Today I put away my vases - culled three to sell or donate - and a bunch of the spices, tea, and baking ingredients. I had to clean them up first as they were grubby. Also cleaned off my cookbooks and am going to put them in the now-doorless cabinet instead of the one next to the stove. I put the blender there instead and will put the thermos and coffee go-cup there too. Did a bunch of dishes - mostly stuff to recycle. And I put away a few more miscellaneous kitchen items. Finally, I deleted 3 emails and cleaned the catbox.
Results: I finally feel that I've turned a corner with the kitchen :) Even cooked some amaranth this evening - a little something from the candida diet. I had a long talk with a friend about what's been going on in our lives. And the virus is under control and I have internet access again, so I got some remote work done.
Forgot that I also got a little work done yesterday for another job.
Tonight there was a beautiful sunset and someone was grilling, and I felt transported back to my childhood in the 70s.
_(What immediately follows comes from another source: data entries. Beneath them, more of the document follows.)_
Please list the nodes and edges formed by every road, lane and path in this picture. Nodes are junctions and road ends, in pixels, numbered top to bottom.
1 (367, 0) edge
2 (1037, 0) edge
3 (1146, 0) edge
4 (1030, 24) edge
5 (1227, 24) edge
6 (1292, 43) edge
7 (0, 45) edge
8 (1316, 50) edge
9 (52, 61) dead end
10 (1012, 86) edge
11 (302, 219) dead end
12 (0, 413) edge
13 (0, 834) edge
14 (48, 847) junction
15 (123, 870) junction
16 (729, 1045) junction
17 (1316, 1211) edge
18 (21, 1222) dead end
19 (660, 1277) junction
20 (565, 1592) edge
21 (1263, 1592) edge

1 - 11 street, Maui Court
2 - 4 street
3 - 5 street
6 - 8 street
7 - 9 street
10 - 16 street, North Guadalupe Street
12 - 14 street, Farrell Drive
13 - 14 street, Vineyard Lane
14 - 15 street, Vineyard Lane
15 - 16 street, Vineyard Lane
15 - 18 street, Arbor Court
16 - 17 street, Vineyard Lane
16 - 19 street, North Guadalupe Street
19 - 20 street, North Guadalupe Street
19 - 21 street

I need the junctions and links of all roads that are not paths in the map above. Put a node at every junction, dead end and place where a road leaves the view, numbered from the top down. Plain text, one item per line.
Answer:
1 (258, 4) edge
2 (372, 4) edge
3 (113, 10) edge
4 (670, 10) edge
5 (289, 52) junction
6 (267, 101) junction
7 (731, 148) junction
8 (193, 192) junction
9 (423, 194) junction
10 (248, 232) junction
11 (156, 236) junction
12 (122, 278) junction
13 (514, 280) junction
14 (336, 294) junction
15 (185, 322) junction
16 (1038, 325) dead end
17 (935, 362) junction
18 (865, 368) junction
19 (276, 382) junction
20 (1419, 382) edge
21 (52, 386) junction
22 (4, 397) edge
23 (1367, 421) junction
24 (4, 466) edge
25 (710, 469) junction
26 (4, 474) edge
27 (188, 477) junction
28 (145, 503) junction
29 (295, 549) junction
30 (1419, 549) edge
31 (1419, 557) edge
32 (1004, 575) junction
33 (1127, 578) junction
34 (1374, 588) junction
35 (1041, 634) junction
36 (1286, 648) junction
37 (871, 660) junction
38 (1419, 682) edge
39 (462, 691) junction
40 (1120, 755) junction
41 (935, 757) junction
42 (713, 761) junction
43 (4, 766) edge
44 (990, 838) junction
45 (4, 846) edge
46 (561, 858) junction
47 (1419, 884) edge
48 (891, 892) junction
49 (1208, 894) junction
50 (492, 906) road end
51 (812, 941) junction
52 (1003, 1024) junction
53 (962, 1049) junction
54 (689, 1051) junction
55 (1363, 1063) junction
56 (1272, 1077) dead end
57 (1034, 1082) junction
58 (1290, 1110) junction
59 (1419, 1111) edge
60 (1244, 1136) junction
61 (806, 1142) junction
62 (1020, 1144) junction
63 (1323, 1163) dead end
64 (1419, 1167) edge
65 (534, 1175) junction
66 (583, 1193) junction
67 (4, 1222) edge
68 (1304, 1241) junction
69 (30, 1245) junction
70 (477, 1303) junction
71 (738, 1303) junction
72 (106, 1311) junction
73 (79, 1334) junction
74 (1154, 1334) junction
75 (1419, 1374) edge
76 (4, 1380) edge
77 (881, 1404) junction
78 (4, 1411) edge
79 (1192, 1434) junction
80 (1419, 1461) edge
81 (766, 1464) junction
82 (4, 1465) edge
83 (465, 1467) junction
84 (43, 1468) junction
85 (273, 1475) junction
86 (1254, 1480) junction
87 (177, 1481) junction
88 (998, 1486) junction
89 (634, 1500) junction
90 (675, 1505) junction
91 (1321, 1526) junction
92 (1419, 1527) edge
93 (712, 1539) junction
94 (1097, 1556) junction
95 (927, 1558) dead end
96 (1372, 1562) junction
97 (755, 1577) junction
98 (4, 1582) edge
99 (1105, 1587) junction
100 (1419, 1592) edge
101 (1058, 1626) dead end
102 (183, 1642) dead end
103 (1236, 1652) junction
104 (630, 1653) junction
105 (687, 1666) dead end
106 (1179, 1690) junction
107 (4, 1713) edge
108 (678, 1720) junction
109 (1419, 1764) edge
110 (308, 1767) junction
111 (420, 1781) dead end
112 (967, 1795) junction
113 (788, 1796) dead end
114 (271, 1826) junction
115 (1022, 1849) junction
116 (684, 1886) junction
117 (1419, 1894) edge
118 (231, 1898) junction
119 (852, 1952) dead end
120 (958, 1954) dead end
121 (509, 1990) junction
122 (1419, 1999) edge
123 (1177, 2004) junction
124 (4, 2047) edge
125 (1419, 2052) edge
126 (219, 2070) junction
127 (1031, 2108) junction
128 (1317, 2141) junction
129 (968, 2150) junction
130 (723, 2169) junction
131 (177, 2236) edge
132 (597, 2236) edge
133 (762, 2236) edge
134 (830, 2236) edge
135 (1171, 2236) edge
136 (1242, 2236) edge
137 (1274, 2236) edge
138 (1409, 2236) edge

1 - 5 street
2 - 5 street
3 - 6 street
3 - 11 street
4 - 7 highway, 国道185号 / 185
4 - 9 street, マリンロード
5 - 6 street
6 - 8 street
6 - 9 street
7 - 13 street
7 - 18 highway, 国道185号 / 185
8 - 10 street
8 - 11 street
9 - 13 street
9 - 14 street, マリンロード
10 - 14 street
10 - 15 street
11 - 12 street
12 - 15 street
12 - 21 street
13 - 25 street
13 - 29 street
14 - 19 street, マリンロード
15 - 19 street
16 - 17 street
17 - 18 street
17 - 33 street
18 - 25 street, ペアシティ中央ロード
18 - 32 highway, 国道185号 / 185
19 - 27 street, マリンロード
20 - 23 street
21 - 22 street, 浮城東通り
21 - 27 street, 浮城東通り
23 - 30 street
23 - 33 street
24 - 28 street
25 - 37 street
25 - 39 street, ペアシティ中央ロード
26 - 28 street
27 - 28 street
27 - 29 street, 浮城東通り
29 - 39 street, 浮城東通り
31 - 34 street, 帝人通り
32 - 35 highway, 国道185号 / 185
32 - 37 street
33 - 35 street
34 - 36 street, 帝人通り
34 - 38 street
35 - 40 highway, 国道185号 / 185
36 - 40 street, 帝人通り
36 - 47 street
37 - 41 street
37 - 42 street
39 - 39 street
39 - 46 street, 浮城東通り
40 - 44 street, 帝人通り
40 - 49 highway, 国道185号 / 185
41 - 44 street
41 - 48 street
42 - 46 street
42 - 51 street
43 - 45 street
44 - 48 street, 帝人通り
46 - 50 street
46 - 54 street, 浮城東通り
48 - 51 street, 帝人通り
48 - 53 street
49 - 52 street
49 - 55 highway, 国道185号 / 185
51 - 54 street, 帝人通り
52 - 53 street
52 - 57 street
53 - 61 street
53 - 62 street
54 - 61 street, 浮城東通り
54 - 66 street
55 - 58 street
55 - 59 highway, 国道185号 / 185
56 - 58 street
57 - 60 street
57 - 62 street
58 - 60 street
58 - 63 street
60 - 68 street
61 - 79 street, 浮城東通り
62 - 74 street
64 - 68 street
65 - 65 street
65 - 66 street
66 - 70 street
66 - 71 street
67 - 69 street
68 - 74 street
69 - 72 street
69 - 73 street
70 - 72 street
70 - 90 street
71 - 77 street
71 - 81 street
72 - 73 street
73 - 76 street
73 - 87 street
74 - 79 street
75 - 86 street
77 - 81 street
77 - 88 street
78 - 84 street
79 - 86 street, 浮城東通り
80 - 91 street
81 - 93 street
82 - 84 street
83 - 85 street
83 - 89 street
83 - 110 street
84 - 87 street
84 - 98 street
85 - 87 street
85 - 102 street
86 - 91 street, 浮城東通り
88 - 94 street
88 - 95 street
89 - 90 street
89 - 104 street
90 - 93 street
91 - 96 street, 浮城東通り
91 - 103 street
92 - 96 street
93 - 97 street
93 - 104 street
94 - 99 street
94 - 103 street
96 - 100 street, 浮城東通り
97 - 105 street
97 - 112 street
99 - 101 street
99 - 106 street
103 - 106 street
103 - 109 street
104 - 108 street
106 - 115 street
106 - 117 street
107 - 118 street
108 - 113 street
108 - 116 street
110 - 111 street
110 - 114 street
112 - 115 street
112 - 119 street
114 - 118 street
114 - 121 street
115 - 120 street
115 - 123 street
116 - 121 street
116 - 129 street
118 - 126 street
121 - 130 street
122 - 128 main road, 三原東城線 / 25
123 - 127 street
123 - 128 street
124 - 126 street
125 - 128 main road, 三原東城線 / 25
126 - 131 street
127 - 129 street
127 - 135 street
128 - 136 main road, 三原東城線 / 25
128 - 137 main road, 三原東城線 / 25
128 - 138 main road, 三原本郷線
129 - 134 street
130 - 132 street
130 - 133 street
The internet is fun, but I'm so glad that I grew up in the years before computers. I have felt so nostalgic for the 70s the last couple days, but only in a happy sense. I loved my childhood in California - it was beautiful there and life was simple. I played outdoors and walked to school, and rode my bike around the neighborhood with my playmates, my neighbors Frank and Kevin. I was a tomboy and loved to play in the mud and pop wheelies and shoot bb guns and ride horses. We had a lot of fun and the scent in the air tonight reminded me of all of it. I feel so lucky and blessed to have had such a wonderful time as a child. :)
It's been a weird couple of days, I spent too much time wasting time and felt restless while doing so. But now I feel good again. I got things done, and I feel the accomplishment, and I've watched a couple of fun movies, and I just feel like whatever was askew the last couple days has been put right again. Goodnight!